Credit:  BBC News | 4 November 2013 | www.bbc.co.uk ~~

A company whose plans for a wind farm in Cambridgeshire have twice been rejected has made a fresh appeal against the latest decision.

Broadview Energy’s plans for four turbines at Bicton were rejected by Huntingdonshire District Council, as was their appeal.

Revised plans for three turbines were rejected in September. The company has now appealed that decision.

Campaigners say they will continue to fight the company’s proposals.

Broadview’s original plans for four 410ft-high (125m) wind turbines were rejected in January 2011.

An appeal was dismissed by the government’s planning inspectorate in March 2012.

The company subsequently revised its plans and resubmitted proposals for three turbines. However, the council once again rejected them, saying the turbines would “unacceptably harm” the area.

A Broadview spokesman said the company continued to believe the site was “an appropriate location for a wind farm”.

“We have worked hard to address the concerns of the planning inspector and local residents by redesigning the project,” he added.

Amy Howard, from the Stop Bicton Wind Farm action group, who have been fighting the plans since 2009, said: “It’s disappointing that Broadview are appealing, but we expected it – not because we think they have a good case, but because they won’t take no for an answer.”

The appeal is expected to be heard in the new year.

Source:  BBC News | 4 November 2013 | www.bbc.co.uk

This article is the work of the source indicated. Any opinions expressed in it are not necessarily those of National Wind Watch.
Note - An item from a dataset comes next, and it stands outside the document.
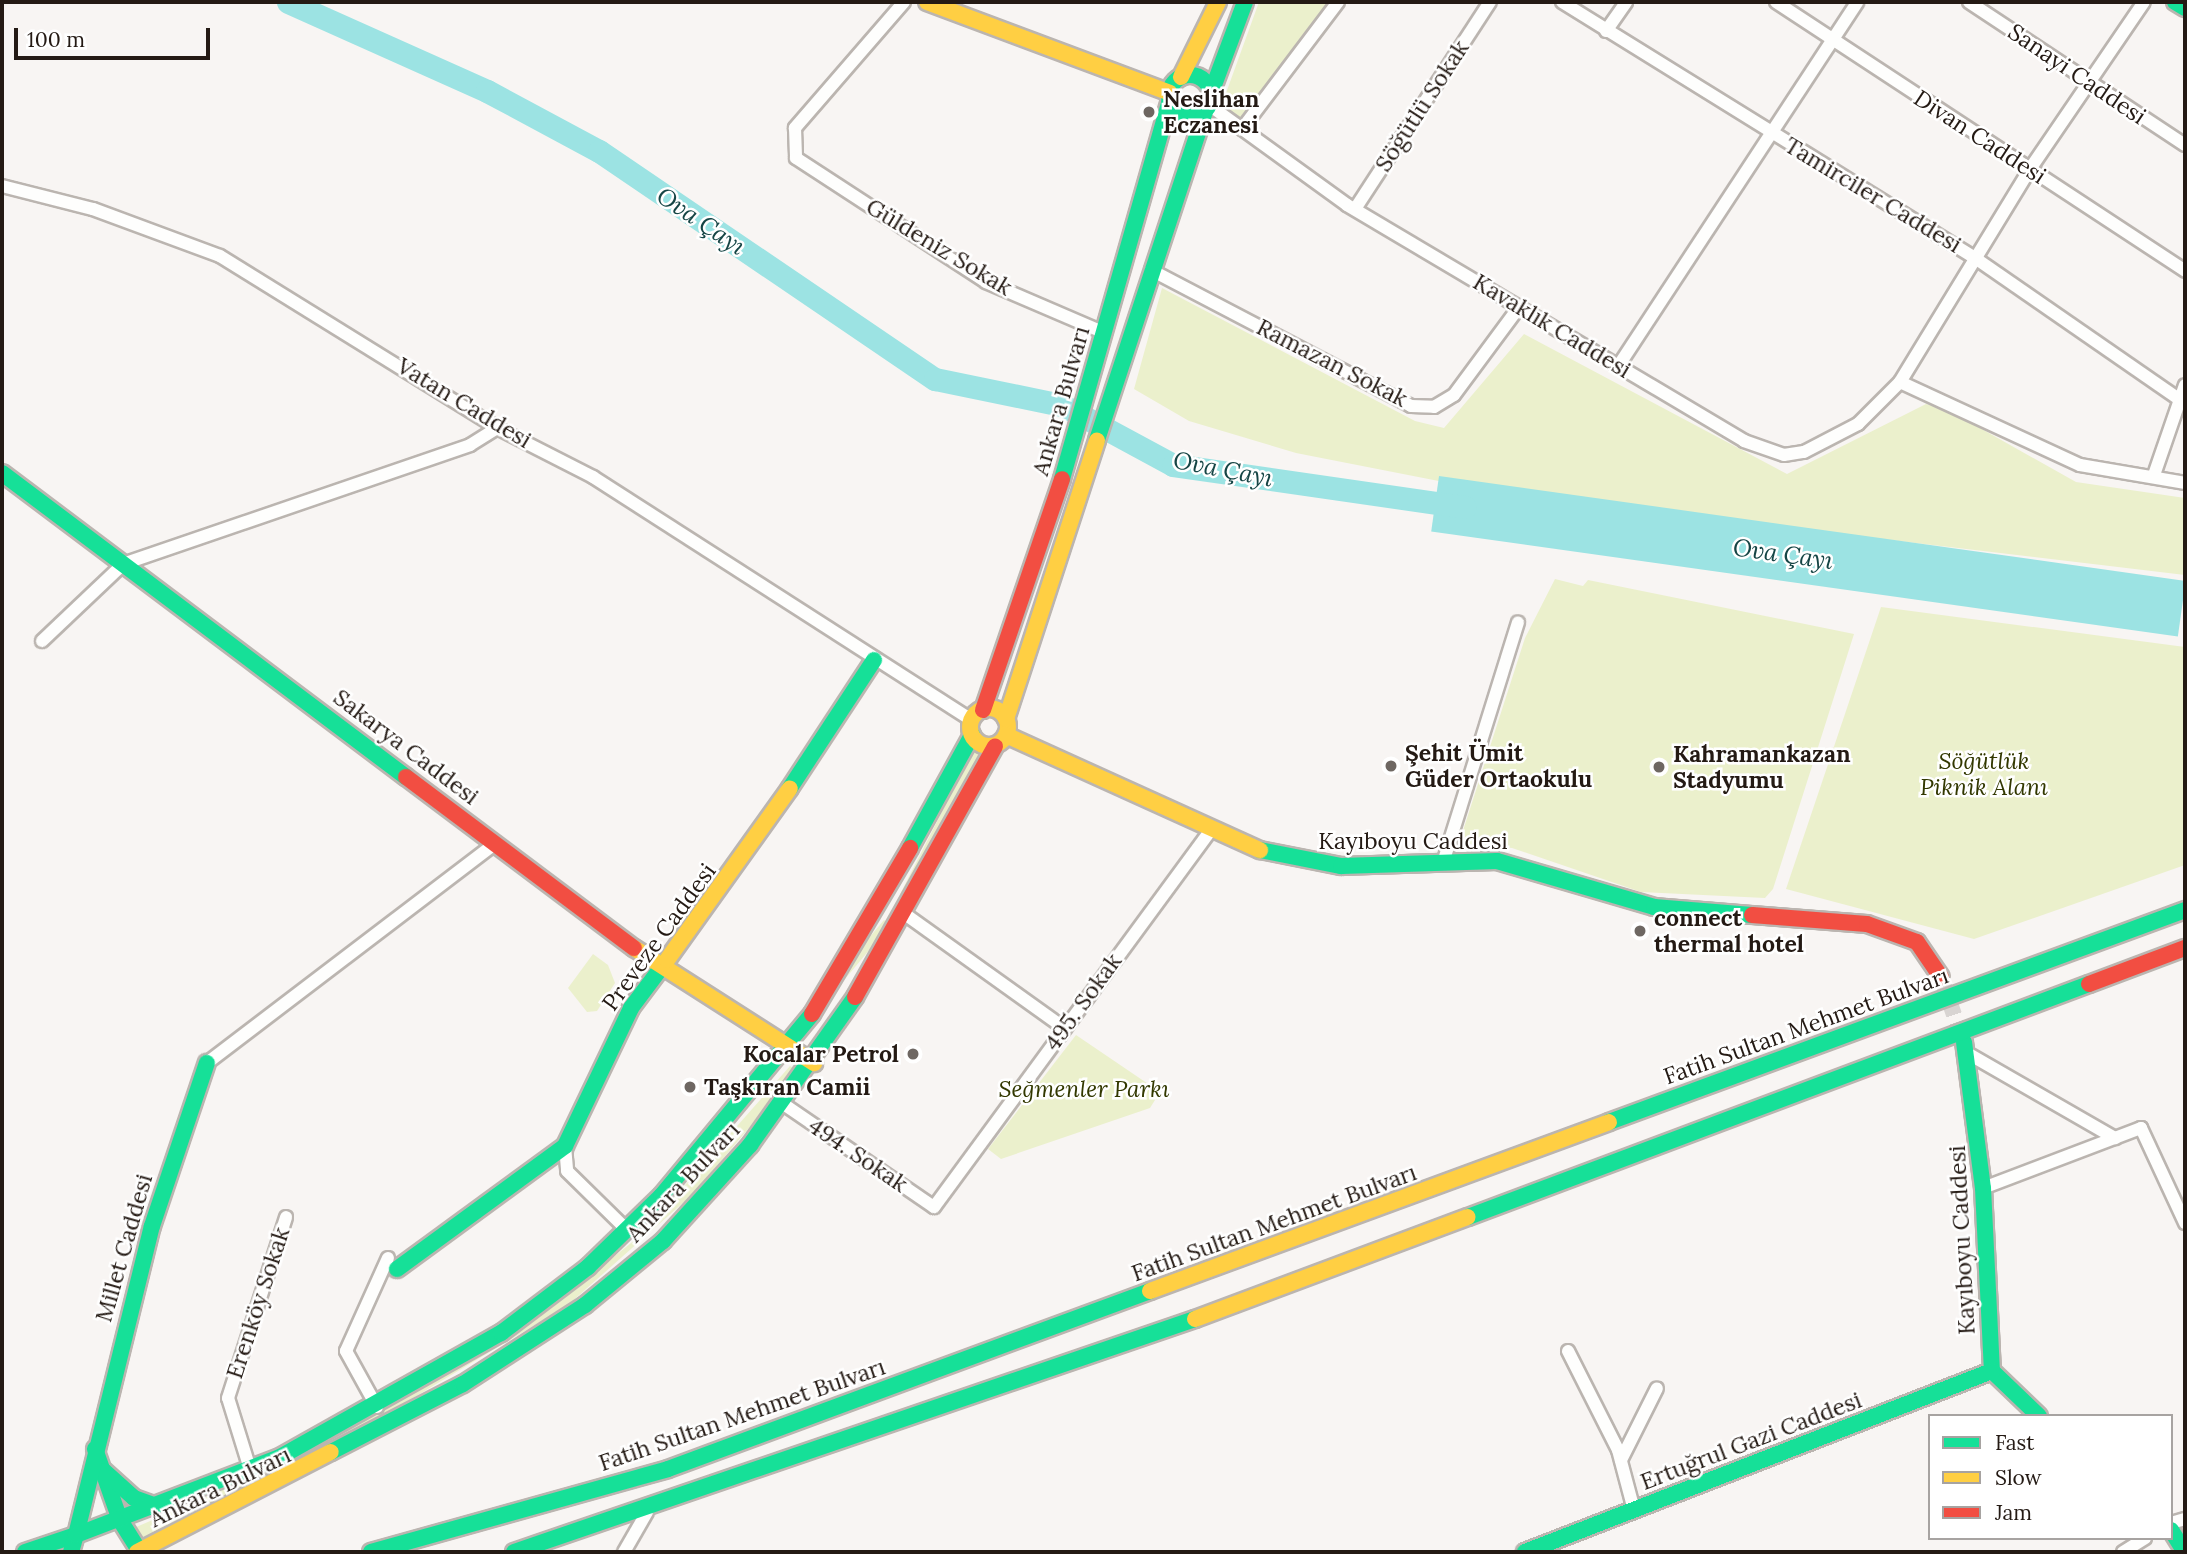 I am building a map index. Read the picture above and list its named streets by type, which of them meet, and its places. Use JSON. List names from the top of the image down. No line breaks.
{"streets":{"main road":["Ankara Bulvarı","Sakarya Caddesi","Kayıboyu Caddesi","Preveze Caddesi","Fatih Sultan Mehmet Bulvarı","Millet Caddesi","Ertuğrul Gazi Caddesi"],"street":["Sanayi Caddesi","Söğütlü Sokak","Divan Caddesi","Tamirciler Caddesi","Güldeniz Sokak","Kavaklık Caddesi","Ramazan Sokak","Vatan Caddesi","495. Sokak","494. Sokak","Erenköy Sokak"]},"crossings":[["Sanayi Caddesi","Kavaklık Caddesi"],["Söğütlü Sokak","Kavaklık Caddesi"],["Divan Caddesi","Kavaklık Caddesi"],["Tamirciler Caddesi","Kavaklık Caddesi"],["Güldeniz Sokak","Ankara Bulvarı"],["Kavaklık Caddesi","Ramazan Sokak"],["Ramazan Sokak","Ankara Bulvarı"],["Ankara Bulvarı","Vatan Caddesi"],["Ankara Bulvarı","Sakarya Caddesi"],["Ankara Bulvarı","Kayıboyu Caddesi"],["Ankara Bulvarı","494. Sokak"],["Ankara Bulvarı","Millet Caddesi"],["Ankara Bulvarı","Erenköy Sokak"],["Vatan Caddesi","Preveze Caddesi"],["Sakarya Caddesi","Preveze Caddesi"],["Kayıboyu Caddesi","495. Sokak"],["Kayıboyu Caddesi","Ertuğrul Gazi Caddesi"],["495. Sokak","494. Sokak"]],"water":["Ova Çayı"],"parks":["Söğütlük Piknik Alanı","Seğmenler Parkı"],"places":["Neslihan Eczanesi","Şehit Ümit Güder Ortaokulu","Kahramankazan Stadyumu","connect thermal hotel","Kocalar Petrol","Taşkıran Camii"],"legend":["Fast","Slow","Jam"],"scale_bar":"100 m"}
The copyright of this article resides with the author or publisher indicated. As part of its noncommercial effort to present the environmental, social, scientific, and economic issues of large-scale wind power development to a global audience seeking such information, National Wind Watch endeavors to observe “fair use” as provided for in section 107 of U.S. Copyright Law and similar “fair dealing” provisions of the copyright laws of other nations. Send requests to excerpt, general inquiries, and comments via e-mail.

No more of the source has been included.